Problem —
The answer must be one number: how many lines in the data below include the string "graph".
***** Material supplied *****
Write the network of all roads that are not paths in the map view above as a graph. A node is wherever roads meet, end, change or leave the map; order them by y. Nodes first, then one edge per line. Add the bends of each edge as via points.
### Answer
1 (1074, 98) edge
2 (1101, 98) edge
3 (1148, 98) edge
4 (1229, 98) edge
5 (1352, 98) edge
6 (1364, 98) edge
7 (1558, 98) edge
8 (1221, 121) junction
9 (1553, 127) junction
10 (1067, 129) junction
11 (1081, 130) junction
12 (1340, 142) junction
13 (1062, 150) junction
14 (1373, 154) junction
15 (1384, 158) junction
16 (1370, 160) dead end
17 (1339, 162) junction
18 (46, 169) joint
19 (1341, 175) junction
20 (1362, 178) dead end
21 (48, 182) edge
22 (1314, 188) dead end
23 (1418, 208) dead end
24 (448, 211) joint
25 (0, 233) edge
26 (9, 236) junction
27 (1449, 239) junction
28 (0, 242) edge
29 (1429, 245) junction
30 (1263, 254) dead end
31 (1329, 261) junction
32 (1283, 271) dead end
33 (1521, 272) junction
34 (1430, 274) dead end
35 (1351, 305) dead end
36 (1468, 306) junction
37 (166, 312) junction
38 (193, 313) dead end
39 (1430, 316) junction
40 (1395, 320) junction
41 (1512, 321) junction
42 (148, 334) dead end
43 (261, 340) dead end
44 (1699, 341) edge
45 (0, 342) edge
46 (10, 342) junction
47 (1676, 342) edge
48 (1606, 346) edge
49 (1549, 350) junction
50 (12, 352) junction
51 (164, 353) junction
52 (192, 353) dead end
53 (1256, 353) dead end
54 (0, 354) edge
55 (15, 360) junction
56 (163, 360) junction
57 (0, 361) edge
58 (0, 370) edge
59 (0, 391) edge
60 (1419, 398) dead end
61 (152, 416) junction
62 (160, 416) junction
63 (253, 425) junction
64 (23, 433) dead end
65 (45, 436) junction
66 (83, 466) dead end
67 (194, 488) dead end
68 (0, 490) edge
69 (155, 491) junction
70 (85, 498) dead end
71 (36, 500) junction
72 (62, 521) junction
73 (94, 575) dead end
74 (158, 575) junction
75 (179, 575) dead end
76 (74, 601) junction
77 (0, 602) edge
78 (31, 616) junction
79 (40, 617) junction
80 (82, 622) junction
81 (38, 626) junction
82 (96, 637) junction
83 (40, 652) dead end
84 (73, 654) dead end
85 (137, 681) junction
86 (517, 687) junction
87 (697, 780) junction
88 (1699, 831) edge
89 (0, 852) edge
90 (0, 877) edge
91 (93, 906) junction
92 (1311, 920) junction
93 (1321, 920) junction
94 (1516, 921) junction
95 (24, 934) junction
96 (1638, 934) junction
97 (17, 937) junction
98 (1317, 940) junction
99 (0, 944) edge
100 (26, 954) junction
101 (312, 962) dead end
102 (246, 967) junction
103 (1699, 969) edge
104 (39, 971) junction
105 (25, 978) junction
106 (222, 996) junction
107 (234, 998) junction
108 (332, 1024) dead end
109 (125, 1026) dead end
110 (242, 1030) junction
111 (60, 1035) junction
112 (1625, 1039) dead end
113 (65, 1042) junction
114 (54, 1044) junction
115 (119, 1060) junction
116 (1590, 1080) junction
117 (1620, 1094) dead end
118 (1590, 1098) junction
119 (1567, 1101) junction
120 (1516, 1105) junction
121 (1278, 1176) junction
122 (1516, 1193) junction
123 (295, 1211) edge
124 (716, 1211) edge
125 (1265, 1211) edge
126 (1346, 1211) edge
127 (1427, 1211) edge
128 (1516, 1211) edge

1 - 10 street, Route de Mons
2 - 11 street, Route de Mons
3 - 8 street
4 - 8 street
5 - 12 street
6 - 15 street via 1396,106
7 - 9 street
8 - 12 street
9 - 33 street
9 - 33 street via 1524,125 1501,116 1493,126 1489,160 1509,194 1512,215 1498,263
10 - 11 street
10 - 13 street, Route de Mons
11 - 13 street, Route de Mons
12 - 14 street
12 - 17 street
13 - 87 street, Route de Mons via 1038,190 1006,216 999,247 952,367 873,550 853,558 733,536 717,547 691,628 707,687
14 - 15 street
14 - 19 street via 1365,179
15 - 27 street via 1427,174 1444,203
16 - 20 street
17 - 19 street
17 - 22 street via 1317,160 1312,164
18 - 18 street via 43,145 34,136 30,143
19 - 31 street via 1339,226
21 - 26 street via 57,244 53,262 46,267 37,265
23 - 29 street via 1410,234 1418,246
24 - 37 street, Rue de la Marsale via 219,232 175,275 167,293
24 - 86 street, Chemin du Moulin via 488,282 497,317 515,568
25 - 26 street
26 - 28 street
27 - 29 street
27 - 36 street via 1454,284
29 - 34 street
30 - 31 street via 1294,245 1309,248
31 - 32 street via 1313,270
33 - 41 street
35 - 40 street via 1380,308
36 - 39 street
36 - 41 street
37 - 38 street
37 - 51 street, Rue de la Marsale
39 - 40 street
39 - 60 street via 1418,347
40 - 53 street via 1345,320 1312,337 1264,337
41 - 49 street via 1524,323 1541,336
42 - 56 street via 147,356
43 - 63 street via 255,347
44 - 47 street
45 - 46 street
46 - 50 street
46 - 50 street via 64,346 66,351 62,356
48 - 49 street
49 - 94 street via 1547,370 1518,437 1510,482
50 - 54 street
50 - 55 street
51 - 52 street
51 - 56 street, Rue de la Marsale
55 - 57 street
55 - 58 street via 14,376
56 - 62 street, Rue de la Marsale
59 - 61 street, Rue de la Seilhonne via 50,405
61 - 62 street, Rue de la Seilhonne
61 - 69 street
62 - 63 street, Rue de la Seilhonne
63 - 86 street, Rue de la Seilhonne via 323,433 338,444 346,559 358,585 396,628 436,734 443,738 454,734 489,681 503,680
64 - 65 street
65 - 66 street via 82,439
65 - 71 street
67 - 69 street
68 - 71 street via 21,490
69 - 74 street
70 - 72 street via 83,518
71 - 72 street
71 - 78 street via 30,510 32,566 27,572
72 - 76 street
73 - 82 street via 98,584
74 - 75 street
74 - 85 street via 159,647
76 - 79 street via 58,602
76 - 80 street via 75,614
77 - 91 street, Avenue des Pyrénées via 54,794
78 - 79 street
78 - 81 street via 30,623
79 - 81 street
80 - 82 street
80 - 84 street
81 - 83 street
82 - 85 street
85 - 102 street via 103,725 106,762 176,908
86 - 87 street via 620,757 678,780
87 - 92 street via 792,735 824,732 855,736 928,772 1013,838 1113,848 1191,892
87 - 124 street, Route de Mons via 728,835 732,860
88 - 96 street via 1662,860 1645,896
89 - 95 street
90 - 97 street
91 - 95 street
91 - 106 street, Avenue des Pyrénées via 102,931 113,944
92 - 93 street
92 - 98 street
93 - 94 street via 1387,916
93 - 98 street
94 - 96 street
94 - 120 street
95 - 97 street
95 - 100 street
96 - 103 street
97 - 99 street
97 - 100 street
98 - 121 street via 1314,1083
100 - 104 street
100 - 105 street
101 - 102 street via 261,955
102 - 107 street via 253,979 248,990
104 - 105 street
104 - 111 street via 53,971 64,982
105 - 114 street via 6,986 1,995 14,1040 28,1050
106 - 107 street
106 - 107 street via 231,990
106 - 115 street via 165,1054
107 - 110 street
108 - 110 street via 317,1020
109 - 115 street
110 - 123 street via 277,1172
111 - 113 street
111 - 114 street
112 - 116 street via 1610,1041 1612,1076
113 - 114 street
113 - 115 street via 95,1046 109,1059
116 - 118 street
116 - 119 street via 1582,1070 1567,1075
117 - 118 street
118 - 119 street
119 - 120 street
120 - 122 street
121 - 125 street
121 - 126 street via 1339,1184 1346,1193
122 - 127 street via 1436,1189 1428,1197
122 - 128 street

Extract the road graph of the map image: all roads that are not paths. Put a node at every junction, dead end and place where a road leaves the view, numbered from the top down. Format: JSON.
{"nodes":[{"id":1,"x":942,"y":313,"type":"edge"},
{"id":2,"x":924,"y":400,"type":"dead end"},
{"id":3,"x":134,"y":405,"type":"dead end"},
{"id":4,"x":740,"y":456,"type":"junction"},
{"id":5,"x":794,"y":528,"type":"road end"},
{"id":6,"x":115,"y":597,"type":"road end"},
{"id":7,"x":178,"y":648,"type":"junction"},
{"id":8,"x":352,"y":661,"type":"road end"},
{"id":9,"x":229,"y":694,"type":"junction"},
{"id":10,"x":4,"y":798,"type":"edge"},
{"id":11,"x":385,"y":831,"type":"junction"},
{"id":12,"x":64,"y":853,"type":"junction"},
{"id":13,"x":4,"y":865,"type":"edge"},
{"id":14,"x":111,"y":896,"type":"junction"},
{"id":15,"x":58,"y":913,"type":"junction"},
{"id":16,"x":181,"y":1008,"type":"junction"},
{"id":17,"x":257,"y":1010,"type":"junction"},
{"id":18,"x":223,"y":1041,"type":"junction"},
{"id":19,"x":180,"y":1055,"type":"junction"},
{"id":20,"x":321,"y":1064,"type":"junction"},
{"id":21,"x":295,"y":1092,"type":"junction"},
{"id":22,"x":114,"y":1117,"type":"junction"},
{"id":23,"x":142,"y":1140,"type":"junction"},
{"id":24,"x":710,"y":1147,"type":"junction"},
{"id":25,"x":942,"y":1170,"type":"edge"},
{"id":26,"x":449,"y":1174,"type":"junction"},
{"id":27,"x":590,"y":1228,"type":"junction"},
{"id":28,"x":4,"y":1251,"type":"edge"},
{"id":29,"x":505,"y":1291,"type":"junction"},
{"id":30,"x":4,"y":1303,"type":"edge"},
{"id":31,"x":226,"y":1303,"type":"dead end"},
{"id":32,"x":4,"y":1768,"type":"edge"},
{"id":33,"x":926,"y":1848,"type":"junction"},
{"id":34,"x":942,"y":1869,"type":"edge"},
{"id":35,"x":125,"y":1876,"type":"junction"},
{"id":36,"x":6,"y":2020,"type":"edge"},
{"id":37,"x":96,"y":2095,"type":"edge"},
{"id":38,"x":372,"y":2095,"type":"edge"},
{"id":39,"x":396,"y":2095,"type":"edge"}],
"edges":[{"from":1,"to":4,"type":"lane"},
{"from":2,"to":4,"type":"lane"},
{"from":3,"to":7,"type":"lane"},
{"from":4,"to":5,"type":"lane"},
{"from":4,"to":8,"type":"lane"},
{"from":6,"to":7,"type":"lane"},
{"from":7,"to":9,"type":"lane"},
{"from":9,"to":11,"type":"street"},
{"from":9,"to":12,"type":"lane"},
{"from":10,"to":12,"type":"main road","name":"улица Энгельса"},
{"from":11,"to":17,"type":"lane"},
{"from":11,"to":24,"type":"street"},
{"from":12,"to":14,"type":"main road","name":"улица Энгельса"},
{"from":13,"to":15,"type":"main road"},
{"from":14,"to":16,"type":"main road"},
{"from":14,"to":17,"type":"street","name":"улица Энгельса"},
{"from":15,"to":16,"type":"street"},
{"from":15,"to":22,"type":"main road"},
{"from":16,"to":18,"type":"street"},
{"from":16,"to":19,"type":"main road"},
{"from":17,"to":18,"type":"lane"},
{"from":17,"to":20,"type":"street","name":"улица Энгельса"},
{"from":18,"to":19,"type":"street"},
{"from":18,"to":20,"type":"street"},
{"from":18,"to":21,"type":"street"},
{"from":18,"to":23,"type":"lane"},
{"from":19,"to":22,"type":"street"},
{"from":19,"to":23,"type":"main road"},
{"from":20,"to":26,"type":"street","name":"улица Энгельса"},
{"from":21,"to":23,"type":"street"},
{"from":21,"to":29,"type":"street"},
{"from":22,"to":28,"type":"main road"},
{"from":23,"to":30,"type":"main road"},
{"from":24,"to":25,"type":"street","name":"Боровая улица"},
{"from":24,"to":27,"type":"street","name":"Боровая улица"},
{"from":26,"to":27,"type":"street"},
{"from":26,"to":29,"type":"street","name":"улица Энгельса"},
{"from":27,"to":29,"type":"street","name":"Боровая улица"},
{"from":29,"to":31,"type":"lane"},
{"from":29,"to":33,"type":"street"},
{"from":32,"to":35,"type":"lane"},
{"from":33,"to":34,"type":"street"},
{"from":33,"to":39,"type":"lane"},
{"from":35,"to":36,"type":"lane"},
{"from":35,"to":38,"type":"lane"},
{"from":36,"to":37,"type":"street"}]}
*****
Response area —
2